__Problem requirements__
The expected result is a word-for-word copy of the entries, minus any pictures.

__Records for this exercise__
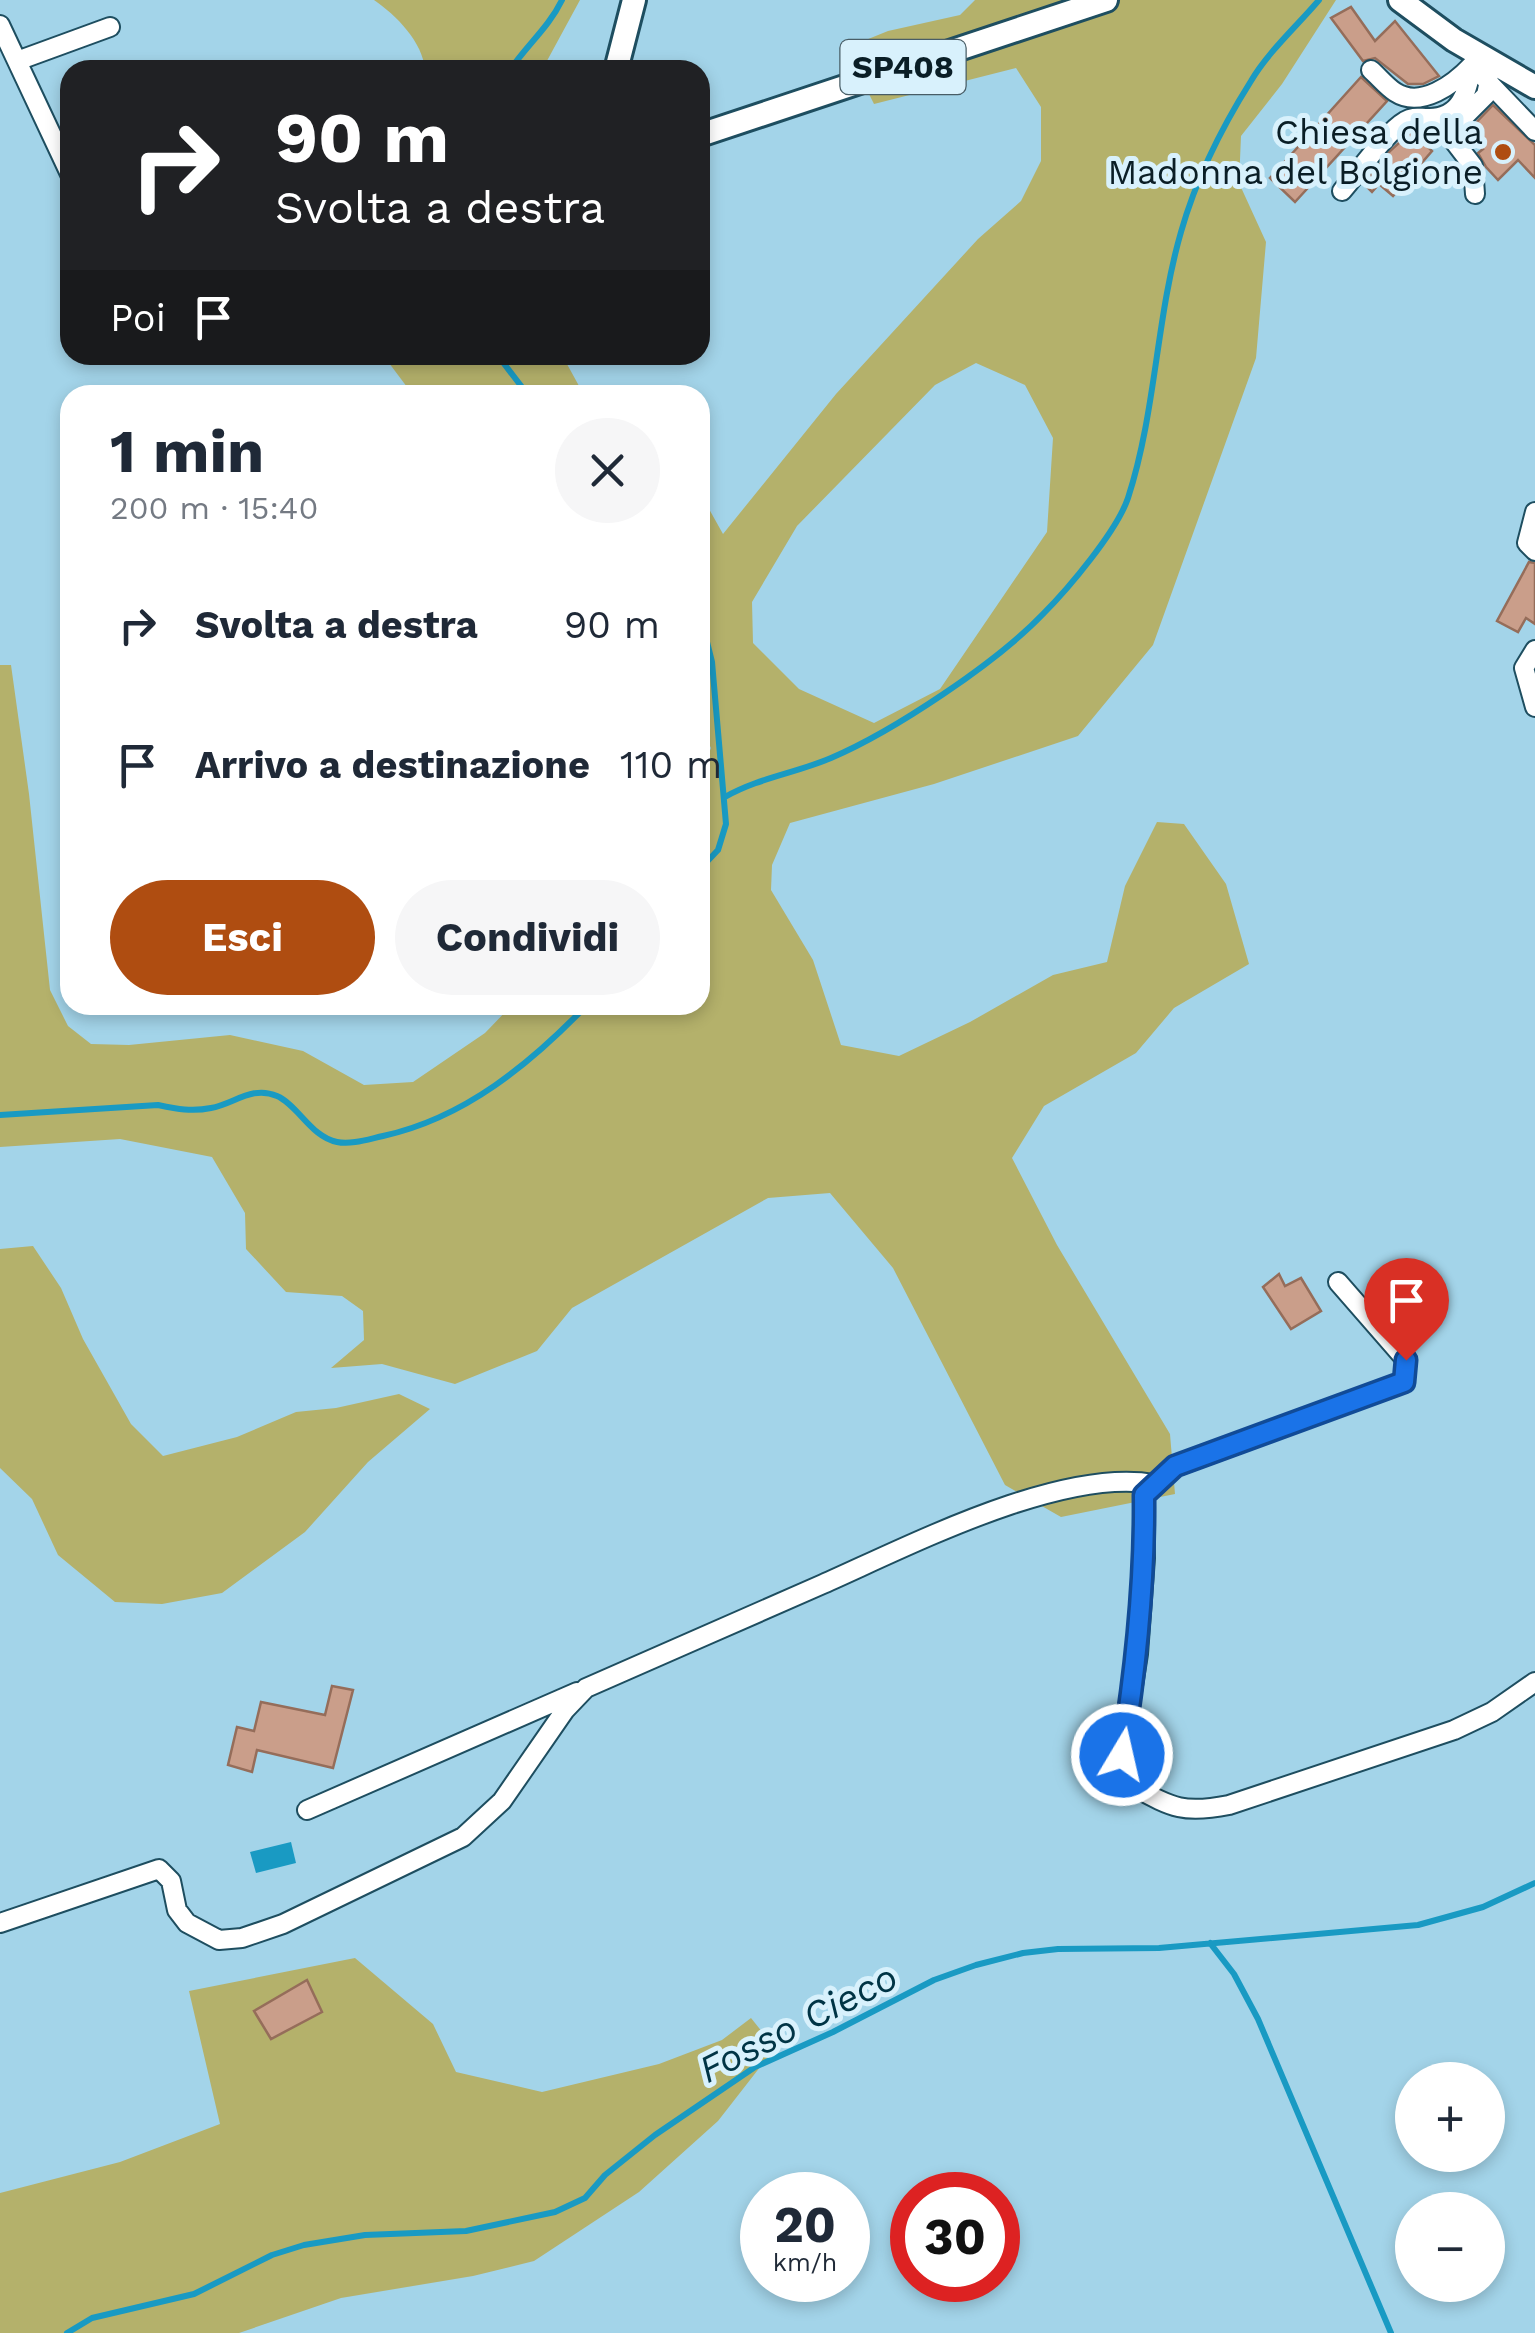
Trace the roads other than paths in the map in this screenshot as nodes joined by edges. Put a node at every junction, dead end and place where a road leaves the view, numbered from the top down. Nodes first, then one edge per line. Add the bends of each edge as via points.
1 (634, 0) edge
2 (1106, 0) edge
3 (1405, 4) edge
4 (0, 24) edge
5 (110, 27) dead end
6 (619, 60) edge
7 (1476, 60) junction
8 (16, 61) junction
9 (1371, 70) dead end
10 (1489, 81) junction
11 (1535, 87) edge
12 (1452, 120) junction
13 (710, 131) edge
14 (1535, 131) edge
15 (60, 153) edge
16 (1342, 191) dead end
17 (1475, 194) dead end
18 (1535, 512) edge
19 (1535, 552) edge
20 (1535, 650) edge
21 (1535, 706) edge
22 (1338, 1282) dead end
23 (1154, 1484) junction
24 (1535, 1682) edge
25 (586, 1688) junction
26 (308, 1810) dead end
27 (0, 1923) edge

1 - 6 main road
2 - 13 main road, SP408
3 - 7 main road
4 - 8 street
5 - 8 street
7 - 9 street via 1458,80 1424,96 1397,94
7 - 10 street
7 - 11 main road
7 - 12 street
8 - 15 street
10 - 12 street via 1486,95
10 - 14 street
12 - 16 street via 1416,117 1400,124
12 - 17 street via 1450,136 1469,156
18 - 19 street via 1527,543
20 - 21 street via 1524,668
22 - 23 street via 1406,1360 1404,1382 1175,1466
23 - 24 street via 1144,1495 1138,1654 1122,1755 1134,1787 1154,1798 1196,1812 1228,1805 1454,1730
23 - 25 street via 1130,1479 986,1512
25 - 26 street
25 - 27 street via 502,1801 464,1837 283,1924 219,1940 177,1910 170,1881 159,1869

__Response area__
Trace the roads other than paths in the map in this screenshot as nodes joined by edges. Put a node at every junction, dead end and place where a road leaves the view, numbered from the top down. Nodes first, then one edge per line. Add the bends of each edge as via points.
1 (634, 0) edge
2 (1106, 0) edge
3 (1405, 4) edge
4 (0, 24) edge
5 (110, 27) dead end
6 (619, 60) edge
7 (1476, 60) junction
8 (16, 61) junction
9 (1371, 70) dead end
10 (1489, 81) junction
11 (1535, 87) edge
12 (1452, 120) junction
13 (710, 131) edge
14 (1535, 131) edge
15 (60, 153) edge
16 (1342, 191) dead end
17 (1475, 194) dead end
18 (1535, 512) edge
19 (1535, 552) edge
20 (1535, 650) edge
21 (1535, 706) edge
22 (1338, 1282) dead end
23 (1154, 1484) junction
24 (1535, 1682) edge
25 (586, 1688) junction
26 (308, 1810) dead end
27 (0, 1923) edge

1 - 6 main road
2 - 13 main road, SP408
3 - 7 main road
4 - 8 street
5 - 8 street
7 - 9 street via 1458,80 1424,96 1397,94
7 - 10 street
7 - 11 main road
7 - 12 street
8 - 15 street
10 - 12 street via 1486,95
10 - 14 street
12 - 16 street via 1416,117 1400,124
12 - 17 street via 1450,136 1469,156
18 - 19 street via 1527,543
20 - 21 street via 1524,668
22 - 23 street via 1406,1360 1404,1382 1175,1466
23 - 24 street via 1144,1495 1138,1654 1122,1755 1134,1787 1154,1798 1196,1812 1228,1805 1454,1730
23 - 25 street via 1130,1479 986,1512
25 - 26 street
25 - 27 street via 502,1801 464,1837 283,1924 219,1940 177,1910 170,1881 159,1869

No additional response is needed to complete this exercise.